The GSMA has announced several developments in its Mobile for Development programme, supporting the United Nations Sustainable Development Goals (SDGs).
he Connected Woman initiative announced new commitments by five mobile network operators (MNOs) to reduce the gender gap in mobile internet or mobile money services, while Sudatel Group became the latest signatory to the GSMA Humanitarian Connectivity Charter.
Additionally, the GSMA’s Utilities programme launched the ‘Mobile for Energy Access’ initiative, the Connected Society Programme announced that Tanzanian MNOs have implemented the first tri-party rural roaming project in Africa, and the mAgri programme released a report outlining the significant impact of mAgri services on smallholder farmers.
“The rapidly growing adoption of mobile and digital technology in Africa has unlocked new opportunities across the continent, providing a platform for innovation, creating new companies and services, and providing employment opportunities,” said Mats Granryd, director general of the GSMA. “The GSMA Mobile For Development team work closely with innovative companies to deliver a connected region where mobile is positively impacting society and helping to meet the Sustainable Development Goals – this truly is the digital age for Africa.”
The GSMA Connected Women programme announced five new signatories to the Connected Women Commitment Initiative. EconetLeo, Orange Cote d’Ivoire, Safaricom Ltd. Kenya, Telenor Pakistan and Vodacom Tanzania join with other GSMA operator members in committing to connect millions more women in low- and middle-income countries by 2020.
Through the Connected Women Initiative, mobile operator partners have delivered life-enhancing services to more than 17 million women in developing countries, supporting SDG 5 (Gender Equality
Sudatel Group, with operations in Guinea Conakry, Mauritania, Senegal and Sudan, has become the latest signatory to the GSMA Humanitarian Connectivity Charter initiative. Contributing to SDG 11 (Sustainable Cities and Communities), the Charter is designed to improve preparedness in disasters, reduce loss of life, and aid recovery through access to communication and information for those affected by crisis. With today’s addition of Sudatel, 112 mobile operators in 77 countries have committed to the Charter to date.
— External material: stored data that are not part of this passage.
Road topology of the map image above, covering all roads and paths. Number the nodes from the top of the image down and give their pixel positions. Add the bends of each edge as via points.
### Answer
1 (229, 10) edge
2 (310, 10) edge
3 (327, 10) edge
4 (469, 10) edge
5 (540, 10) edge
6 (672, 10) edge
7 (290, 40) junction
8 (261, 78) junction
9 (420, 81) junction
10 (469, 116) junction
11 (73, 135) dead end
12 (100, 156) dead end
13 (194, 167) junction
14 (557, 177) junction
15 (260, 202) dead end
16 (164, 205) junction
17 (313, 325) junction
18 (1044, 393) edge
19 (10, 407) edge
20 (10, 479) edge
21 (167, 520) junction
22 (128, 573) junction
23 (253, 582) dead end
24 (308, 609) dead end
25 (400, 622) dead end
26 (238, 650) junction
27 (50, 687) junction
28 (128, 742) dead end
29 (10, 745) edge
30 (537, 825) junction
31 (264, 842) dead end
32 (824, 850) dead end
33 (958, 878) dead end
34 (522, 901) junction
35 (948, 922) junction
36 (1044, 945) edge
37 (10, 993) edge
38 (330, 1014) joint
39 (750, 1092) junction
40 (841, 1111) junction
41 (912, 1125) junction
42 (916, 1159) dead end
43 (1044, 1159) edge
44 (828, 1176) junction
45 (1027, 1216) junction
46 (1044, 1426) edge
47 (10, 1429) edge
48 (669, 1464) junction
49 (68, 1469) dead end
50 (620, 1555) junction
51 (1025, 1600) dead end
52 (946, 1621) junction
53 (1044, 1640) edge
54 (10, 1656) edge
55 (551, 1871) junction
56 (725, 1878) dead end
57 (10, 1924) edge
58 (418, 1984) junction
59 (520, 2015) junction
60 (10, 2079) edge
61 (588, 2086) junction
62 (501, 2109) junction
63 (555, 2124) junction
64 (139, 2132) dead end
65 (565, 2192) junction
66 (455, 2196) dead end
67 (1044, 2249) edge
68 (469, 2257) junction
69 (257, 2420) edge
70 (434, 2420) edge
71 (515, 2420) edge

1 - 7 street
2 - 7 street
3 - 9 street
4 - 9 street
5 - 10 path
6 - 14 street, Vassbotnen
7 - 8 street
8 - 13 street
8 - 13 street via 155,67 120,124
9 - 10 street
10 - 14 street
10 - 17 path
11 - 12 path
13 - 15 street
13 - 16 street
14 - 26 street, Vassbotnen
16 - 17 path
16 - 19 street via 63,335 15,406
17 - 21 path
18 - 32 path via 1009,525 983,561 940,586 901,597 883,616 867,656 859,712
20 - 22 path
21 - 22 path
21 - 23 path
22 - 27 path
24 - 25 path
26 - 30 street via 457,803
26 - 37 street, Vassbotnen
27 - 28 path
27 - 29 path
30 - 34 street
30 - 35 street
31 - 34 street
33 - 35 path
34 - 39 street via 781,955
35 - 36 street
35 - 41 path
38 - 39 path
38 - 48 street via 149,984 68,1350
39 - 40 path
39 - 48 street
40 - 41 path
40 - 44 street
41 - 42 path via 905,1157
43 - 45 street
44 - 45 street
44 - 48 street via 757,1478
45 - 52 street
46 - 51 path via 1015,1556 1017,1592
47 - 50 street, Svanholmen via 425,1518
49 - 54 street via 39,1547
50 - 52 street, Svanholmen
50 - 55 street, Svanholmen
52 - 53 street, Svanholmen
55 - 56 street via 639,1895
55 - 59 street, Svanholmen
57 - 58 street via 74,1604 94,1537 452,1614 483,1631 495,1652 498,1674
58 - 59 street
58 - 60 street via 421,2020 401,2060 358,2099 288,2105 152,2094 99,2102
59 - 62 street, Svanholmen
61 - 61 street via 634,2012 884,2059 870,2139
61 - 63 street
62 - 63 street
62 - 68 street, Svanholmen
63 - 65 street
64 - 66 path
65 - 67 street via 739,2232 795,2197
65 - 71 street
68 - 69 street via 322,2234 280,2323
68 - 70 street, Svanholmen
Additionally the Disaster Response programme, which manages the Charter, has produced a report that explores the socio-economic impact of connectivity for refugees in Nyarugusu, one of three large refugee camps in the Kigoma region of Tanzania. The report provides robust evidence of the current use, value and impact of connectivity, and addresses the barriers and challenges that refugees face in accessing and using mobile devices.
The GSMA Utilities programme launched the ‘Mobile for Energy Access’ initiative to support SDG 7 (Universal Energy Access). It is estimated that there are currently 772-million people that do not have access to energy but are covered by mobile networks. The new initiative will promote the crucial role of mobile in enabling clean and affordable energy solutions, and will help mobile operators to engage more effectively with the energy sector by providing feasibility studies and advisory services, sharing insights and toolkits, and facilitating partnerships.
Three major mobile operators in Tanzania – Airtel, Tigo and Vodacom – have successfully implemented the first three-way rural roaming project in Africa. This innovative partnership, supported by the Ministry of Works – Transport and Communications and the Universal Communications Service Access Fund, and facilitated by the GSMA, has so far extended mobile broadband internet coverage to over 70 000 rural users in Tanzania.
The project was supported by Ericsson, Huawei and Nokia, who built solar-powered, energy-efficient sites to enhance the customer experience in remote locations while at the same time optimising cost.
The GSMA has also issued a report outlining the results of work with mobile operators Airtel Malawi, Dialog Sri Lanka, Grameenphone Bangladesh, Ooredoo Myanmar, Telenor Pakistan and Vodafone Ghana to launch data-driven services for farmers.
Since 2014, the mAgri programme, under the mNutrition Initiative funded by the UK Department for International Development (DFID), has worked with these MNOs to develop and launch services that now reach more than five million registered users worldwide.
Globally, the mAgri programme supports services that have allowed smallholder farmers to improve crop yields and income contributing to SDG 2 (Zero Hunger) and SDG 1 (End Poverty). The report presents the social and commercial impact of these services and shares learnings from the six projects.